Erfolgreiche Tenorsuche
an der Muko Leipzig.
Was tun, wenn Startenor Tito Merelli wegen Tablettentausch ausfällt? Dies ist die Stunde von „Muko-Wunderwaffe“ Andreas Rainer alias Max, der rechten Hand von Direktor Saunders. All dies geschieht vor dem Hintergrund, dass es sich spätestens seit „Jekyll und Hyde“ und dem „Grafen von Monte Christo“ herumgesprochen hat, was die Leipziger Muko im Genre des Musicals zu leisten vermag und sie so den Zuschlag zur deutschen Erstaufführung von „Lend me a Tenor!“ bekommen hat. Bekannter ist bisher die Vorlage in Form der amerikanischen Boulevard-Komödie „Otello darf nicht platzen“. So leistet die Musikalische Komödie Leipzig 2013 ihren ganz eigenen Beitrag zur Verdi-Ehrung.
Von Frieder Krause
In Clevelands Oper soll Verdis „Otello“ gegeben werden. Direktor Saunders ist wegen der verspäteten Ankunft des Startenors Tito Merelli – verehrt als „Lo Stupendo“ – in heller Aufregung. Badewannentenor Max – die rechte Hand des Direktors – würde gerne die Gunst der Stunde nutzen und selbst Otello sein.
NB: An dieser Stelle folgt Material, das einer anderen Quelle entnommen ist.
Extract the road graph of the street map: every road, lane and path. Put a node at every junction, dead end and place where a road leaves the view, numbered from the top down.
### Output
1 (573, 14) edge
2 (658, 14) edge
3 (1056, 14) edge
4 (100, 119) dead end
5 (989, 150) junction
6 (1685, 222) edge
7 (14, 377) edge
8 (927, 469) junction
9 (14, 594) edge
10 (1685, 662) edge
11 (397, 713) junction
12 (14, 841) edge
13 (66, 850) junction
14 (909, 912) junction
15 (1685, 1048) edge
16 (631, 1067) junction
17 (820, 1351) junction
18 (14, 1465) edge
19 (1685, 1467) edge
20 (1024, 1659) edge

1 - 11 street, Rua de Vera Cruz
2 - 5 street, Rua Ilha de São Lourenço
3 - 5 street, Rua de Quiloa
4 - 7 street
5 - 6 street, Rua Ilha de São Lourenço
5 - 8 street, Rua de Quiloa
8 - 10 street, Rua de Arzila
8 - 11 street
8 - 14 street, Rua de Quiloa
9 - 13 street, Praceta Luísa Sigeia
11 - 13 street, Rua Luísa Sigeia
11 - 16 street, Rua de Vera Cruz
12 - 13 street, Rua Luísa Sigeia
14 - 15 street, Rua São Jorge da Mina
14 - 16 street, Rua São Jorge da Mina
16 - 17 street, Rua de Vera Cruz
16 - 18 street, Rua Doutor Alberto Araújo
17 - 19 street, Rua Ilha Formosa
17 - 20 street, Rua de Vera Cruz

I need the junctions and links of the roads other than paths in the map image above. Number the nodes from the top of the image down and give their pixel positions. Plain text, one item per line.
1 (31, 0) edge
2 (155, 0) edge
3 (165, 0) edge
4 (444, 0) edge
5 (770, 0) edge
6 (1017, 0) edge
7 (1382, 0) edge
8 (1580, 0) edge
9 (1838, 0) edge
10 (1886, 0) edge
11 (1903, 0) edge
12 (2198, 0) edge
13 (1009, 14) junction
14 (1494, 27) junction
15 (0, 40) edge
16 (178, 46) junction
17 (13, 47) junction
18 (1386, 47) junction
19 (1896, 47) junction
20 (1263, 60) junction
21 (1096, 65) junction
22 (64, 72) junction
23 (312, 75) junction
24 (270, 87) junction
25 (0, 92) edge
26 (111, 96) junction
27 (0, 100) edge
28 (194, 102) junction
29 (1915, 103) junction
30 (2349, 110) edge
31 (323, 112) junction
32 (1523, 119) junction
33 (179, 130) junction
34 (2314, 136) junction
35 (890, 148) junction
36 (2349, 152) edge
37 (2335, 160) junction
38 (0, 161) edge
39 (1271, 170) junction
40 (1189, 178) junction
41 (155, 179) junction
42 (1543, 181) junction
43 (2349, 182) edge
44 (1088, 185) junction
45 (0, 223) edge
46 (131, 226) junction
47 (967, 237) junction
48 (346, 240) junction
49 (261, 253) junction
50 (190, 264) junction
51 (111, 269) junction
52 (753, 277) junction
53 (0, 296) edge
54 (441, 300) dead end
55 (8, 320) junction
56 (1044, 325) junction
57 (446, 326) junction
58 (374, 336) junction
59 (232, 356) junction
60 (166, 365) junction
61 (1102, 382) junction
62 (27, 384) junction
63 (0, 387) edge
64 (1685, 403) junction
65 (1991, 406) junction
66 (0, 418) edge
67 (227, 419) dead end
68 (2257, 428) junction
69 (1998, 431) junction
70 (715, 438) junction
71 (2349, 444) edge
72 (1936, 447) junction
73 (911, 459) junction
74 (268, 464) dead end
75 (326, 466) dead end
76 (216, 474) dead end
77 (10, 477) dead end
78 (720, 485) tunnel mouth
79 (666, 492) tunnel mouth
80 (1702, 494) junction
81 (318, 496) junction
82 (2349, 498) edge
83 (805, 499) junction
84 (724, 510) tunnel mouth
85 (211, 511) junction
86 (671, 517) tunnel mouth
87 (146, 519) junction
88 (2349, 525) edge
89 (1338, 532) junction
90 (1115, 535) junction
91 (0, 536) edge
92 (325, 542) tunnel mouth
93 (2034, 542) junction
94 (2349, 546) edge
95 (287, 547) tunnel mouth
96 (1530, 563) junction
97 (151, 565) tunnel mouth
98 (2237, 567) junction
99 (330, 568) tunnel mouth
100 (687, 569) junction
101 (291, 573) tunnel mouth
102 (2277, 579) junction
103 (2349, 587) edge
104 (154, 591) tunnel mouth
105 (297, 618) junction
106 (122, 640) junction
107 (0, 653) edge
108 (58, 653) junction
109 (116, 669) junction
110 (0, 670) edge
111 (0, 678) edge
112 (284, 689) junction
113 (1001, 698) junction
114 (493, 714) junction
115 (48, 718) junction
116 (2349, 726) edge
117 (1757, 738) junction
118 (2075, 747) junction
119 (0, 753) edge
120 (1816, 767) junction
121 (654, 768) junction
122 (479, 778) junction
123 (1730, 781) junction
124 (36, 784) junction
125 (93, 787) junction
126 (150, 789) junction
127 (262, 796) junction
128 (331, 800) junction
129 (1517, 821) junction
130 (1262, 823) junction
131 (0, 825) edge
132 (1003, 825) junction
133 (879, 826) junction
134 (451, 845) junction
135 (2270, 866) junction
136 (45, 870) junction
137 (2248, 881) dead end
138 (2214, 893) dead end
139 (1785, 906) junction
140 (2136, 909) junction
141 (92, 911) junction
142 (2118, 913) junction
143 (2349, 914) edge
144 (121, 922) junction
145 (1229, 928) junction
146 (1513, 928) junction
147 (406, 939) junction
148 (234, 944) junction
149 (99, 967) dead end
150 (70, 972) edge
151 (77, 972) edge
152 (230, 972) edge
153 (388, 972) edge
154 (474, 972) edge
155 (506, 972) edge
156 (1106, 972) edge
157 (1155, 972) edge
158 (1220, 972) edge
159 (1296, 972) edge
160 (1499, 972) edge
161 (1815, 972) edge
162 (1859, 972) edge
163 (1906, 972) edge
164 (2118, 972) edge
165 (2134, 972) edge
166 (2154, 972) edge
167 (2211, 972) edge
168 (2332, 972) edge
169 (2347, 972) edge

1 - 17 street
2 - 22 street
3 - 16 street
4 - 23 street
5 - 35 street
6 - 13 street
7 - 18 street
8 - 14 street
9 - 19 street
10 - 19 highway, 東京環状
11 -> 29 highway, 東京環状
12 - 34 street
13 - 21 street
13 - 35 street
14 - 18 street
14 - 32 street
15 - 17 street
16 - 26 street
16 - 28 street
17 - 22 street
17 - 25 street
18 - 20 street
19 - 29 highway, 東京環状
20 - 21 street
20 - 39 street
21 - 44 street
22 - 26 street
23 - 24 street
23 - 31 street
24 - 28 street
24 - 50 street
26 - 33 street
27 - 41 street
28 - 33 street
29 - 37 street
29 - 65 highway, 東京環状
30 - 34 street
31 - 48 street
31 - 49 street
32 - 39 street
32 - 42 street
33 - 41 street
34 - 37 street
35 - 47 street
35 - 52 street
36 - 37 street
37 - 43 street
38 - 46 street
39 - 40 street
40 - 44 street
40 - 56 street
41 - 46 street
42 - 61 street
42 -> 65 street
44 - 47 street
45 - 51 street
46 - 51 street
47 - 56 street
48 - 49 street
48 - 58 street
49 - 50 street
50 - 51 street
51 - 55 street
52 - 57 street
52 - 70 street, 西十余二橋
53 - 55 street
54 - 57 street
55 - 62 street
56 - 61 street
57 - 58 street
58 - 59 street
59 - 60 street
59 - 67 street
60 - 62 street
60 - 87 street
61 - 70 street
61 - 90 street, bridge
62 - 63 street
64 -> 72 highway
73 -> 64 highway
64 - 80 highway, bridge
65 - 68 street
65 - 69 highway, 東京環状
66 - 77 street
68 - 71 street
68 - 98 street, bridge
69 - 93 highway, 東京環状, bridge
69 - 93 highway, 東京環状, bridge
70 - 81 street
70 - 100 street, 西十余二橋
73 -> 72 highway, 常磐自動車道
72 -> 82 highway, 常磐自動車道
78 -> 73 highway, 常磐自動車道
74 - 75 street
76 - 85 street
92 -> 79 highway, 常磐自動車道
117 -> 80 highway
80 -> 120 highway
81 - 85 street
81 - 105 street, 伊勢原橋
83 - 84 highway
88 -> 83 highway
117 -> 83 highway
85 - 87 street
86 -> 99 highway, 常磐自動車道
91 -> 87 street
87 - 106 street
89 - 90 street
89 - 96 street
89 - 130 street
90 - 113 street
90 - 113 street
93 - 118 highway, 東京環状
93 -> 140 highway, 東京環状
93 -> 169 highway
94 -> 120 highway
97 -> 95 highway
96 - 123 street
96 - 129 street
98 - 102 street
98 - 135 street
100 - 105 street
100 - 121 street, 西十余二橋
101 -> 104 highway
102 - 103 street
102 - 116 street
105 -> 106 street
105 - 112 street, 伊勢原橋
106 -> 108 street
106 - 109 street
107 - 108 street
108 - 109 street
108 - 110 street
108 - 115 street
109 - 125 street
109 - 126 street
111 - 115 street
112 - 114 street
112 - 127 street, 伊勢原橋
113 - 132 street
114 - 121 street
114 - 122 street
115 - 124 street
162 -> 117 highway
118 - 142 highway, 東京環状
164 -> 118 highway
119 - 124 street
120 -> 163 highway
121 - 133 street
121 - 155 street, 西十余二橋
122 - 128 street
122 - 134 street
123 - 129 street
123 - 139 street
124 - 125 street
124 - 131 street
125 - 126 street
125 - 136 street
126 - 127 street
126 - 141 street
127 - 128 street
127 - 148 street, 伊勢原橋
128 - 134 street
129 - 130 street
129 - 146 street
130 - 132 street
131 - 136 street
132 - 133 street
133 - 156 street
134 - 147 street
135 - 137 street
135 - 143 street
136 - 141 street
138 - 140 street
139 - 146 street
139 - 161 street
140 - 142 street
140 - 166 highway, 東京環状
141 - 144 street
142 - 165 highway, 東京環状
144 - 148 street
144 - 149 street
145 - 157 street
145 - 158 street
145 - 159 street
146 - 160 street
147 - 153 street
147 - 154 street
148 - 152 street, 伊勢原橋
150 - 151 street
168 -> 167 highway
Doch noch traut er sich nicht. Schließlich ist der Star tatsächlich eingetroffen, leidet aber sichtlich unter einer Magenverstimmung. In einem vertraulichen Gespräch ermutigt er Max, zu seinen Gesangskünsten zu stehen. Und Max kommt zu seiner Chance, da Merelli Kohle- mit Schlaftabletten vertauscht und schließlich wegen der Überdosis für tot gehalten wird. Saunders schickt Max auf die Bühne und dieser schlägt sich darauf prächtig. Inzwischen erwacht der wahre Otello wieder und das Chaos nimmt seinen Lauf.
Soweit eine Kurzfassung der Handlung, die Regisseur Volker Vogel an der Muko mit gutem Gespür für das Genre Boulevard-Komödie und dem nötigen – aber nie übertriebenen – Tempo umgesetzt hat. Ihm gelingt es, menschliche Charaktere zu formen, die der Zuschauer eigentlich nur lieben kann. Darüber hinaus bringt er all dieses in seine eigene Rolle, die des Tito Merelli, ein.
Hier einige Beispiele, die für Vogels Bemühen, dem Werk gerecht zu werden und einen Erfolg zu sichern, stehen: Der Gesangsunterricht von Merelli für Max, Maxens „Sei du selbst“, der Titelsong zwischen Maggie und Max, die Durchfallhysterie von Chor und Ballett nach dem Krabbengenuss oder die Otello-Sturmszene zu Beginn. Und schließlich das Gesangsrepertoire der Diva in der Gestaltung und mit dem gesanglichen Können einer Angela Mehling. Wie sie den vermeintlichen Star in die Kissen drückt und gleichzeitig das letzte Aufzucken ewig sterbender Diven aufs Korn nimmt, ist einmalig. Patrick Rohbeck, ein Gewinn für das Muko-Ensemble vermag es, die Facetten seines Direktors zwischen Aufgeregtsein und Geschäftssinn auszuloten. Über allen Leistungen steht jedoch die des Andreas Rainer als Max, der zudem gesanglich – wie auch Mirjam Neururer als Maggie – alle Anforderungen der vielfältigen Gesangsformen erfüllt. Lediglich Sabine Töpfer fällt etwas aus dem Rahmen. Natürlich verspritzt sie als eifersüchtige Star-Gattin das nötige Gift. Doch man fragt sich nicht zum ersten Mal, warum sie in ihren Rollengestaltungen ordinär wirkende Formen einbringt. Angesichts ihrer großen Musical-Stimme hat sie dies nicht nötig.
50 Jahre hat sich mittlerweile Roland Seiffarth in das Leipziger Musikleben eingebracht. Mit „Lend me a Tenor!“ sorgt der Ehrendirigent der Muko für einen weiteren Höhepunkt in demselben. Da swingt es mächtig in diesem Zusammentreffen von Amerikas Musicalwelt und der italienischen Oper.
Seine Leistung samt des Orchesters, die Vogels und Rainers, des Chores und des Balletts unter Giorgio Madia, aller Mitwirkenden und das Bühnenbild / die Kostüme Norbert Bellens, sorgten zur Premiere folgerichtig für Standing ovations.